Here are some example projects that may be offered in summer 2025 .
Actual projects will be chosen based on student and faculty mentor interest.
Biological Network Inference for Discovering Disease-Associated Genes (Cowen, Computer Science): Experimentally determined protein-protein interaction data, represented in the form of a network (where the genes or proteins are represented as nodes, and an edge is placed between two genes if they are experimentally determined to interact in the cell), have proved to be a rich type of high-throughput biological data resource for the discovery of genes and genetic modules that drive human disease. The disease-gene prioritization problem takes as input a set of genes that are known to be associated with a particular disease, and then outputs a ranked list of additional genes whose proximity to the disease gene set makes them most likely to also be involved with the disease in question.
Graph diffusion-based methods have proved to be a very successful way to discover new genes that might be involved in a disease of interest. The goal of this project is to devise algorithms that are aware of the clustering structure of the known disease genes in the network while ranking. In particular, students will propose and test different ways to generalize gene-gene distances to gene-geneset distances, in a fashion that is more aware of the cluster structure of the known disease genes within the network, and compare their methods to existing methods in cross-validation experiments. All the necessary networks and disease gene data is freely available in public data repositories. Once we demonstrate the strength of the new methods in cross-validation, the students will apply their methods to predict new disease genes for both Parkinson’s disease and for Crohn’s disease.
Knowledge-guided Machine-Learning Models for Predicting the Promiscuity of Enzymes on Substrates (Hassoun, Computer Science): One focus of Soha Hassoun’s research group is predicting the activities of enzymes on substrates for biological engineering applications. Although traditionally assumed to be specific (transforming a single substrate), many enzymes are promiscuous and act on substrates other than those that the enzymes evolved to act on. Despite characterizing enzymes through sequencing, annotation, and homology, the current state of enzyme function characterization limits our understanding of metabolism and our ability to transform microorganisms into efficient cellular factories. One approach is to develop novel deep-learning models that can maximally utilize heterologous data unique to enzymatic interactions, available from databases such as the BRENDA and KEGG databases. T
Undergraduate students will develop and evaluate machine-learning models to characterize the promiscuity of enzymes on substrates. The students will tackle the problem of predicting the site-of-metabolism, which is the atom position within a molecule that is most likely to undergo a biochemical transformation due to query enzyme. The students will explore Graph Neural networks to classify nodes within the molecular graph. Students will also tackle the problem of predicting the interaction between a molecule and an enzyme. The students will use data from the KEGG and BRENDA databases to train and evaluate the model. The students will explore different partitions of the datasets: random and realistic splits, and different ways of generating negative examples and including inhibitors.
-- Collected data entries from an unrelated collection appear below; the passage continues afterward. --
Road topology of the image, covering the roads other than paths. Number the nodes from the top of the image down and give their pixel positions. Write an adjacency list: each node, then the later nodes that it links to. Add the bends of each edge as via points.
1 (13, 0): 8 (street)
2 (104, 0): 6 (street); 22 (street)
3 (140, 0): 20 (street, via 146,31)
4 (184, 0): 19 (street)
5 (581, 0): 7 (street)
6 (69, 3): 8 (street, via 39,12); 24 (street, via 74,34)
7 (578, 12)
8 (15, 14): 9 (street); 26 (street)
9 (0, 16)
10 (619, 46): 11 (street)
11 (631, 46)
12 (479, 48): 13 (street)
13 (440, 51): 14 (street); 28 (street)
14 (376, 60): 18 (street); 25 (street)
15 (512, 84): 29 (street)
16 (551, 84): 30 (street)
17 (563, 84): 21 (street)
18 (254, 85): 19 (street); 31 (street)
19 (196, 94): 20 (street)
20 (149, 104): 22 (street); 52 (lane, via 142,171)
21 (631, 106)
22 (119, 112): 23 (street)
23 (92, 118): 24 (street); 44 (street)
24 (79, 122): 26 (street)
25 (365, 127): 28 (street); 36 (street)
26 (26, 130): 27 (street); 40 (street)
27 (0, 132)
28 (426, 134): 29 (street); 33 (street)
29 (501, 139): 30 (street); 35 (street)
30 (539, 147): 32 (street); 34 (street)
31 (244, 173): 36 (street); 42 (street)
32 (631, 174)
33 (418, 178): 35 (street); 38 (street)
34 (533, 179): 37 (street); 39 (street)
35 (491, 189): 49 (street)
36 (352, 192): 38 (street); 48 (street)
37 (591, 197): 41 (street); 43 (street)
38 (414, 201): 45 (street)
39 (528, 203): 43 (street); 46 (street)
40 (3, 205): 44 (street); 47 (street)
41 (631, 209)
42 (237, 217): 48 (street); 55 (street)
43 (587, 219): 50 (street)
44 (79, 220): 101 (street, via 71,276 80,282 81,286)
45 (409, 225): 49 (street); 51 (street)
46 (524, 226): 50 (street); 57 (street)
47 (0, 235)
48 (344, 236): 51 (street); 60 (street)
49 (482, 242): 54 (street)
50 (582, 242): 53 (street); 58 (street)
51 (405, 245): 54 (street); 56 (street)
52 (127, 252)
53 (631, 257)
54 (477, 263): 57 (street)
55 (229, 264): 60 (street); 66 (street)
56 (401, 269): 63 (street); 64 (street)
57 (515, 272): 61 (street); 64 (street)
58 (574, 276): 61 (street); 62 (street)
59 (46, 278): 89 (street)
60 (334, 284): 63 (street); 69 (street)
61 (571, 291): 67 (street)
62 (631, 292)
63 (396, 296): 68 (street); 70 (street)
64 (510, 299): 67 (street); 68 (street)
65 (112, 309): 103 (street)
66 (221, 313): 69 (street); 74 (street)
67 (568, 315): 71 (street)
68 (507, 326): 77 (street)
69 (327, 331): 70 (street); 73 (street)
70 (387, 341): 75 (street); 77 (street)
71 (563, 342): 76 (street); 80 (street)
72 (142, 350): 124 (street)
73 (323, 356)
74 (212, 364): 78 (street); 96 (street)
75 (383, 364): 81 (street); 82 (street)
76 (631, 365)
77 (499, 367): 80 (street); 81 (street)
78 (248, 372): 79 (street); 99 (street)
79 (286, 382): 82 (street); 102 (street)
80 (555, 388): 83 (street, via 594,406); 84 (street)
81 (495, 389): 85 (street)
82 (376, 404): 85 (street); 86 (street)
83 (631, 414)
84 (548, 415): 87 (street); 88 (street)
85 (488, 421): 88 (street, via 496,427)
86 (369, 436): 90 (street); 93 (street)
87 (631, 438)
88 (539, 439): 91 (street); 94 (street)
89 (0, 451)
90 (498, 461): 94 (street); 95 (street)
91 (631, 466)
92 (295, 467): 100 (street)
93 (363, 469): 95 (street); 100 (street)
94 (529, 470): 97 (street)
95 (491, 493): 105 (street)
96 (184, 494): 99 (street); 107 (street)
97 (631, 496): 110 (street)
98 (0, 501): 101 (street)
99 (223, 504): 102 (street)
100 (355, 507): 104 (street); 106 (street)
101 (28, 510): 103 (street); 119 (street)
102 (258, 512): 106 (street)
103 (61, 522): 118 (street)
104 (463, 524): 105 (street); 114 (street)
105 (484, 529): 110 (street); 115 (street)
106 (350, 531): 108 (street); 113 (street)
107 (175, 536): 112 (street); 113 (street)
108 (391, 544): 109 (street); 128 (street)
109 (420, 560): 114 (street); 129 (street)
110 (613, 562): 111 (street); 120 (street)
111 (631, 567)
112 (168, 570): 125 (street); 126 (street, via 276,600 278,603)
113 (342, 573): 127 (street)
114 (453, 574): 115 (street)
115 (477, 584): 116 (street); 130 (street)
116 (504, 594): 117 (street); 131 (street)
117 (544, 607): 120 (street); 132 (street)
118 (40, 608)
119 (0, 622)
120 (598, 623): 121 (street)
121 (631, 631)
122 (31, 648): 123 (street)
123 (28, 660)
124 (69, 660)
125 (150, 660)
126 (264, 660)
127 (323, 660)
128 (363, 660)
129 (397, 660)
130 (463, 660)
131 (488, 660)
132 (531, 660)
Assessing and Repairing Miscalibration in Cross-Institution Predictive Models for Clinical Time Series (Hughes, Computer Science): In Mike Hughes’ research group, undergraduate students will learn to develop modern machine learning methods that could be effectively deployed to improve patient outcomes in critical care hospital settings. Specifically, students will develop models that predict personalized risk scores for outcomes such as mortality or sepsis onset given a history of the patient’s vital signs and laboratory measurements over time. Several electronic health record (EHR) datasets have been fully-deidentified and released to the public for research purposes: including MIMIC-III from a hospital in Boston, and eICU from hospitals across the USA. Because these are open-access de-identified datasets containing no identifiable health information, undergraduates can gain access easily. Students can further build upon a multi-institution open-source software collaboration which PI Hughes has helped lead – MIMIC-Extract to easily train and evaluate models on the multivariate time-series prediction problems that arise from EHR settings. Student researchers can get access to the Tufts High Performance Computing cluster, where they can access 8 RTX6000 GPUs and 40 A100 GPUs to train deep neural network models efficiently on these large datasets.
Given the recent availability of authentic EHR datasets from multiple sites across two continents, two natural research questions arise: (1) how well do models trained on data from one institution perform when transferred to another institution? And (2) if out-of-the-box performance suffers after transfer (as might be expected), what remedies are available to improve performance? In typical applications, we are concerned with measuring several kinds of performance, including measures of discrimination quality (such as area-under-the-ROC-curve, sensitivity, specificity, and precision) and calibration (when the model predicts that a patient has X% risk of some outcome, can we measure empirically that around X% of such patients really do have the outcome?). While discriminative performance is an obvious goal of most ML research in this area, calibration of models is rarely assessed in the ML literature, yet is critical for effective deployment when the probabilities produced by the model need to be used in decision-making.
In the proposed summer research project, students will assess several baseline and recent methods for post-hoc calibration when applied to clinical time series problems (e.g., predict risk of deterioration given all past vitals and labs). Calibration methods to consider will include Platt scaling, isotonic regression, smooth isotonic regression, I-Spline smoothing, and Bayesian Binning.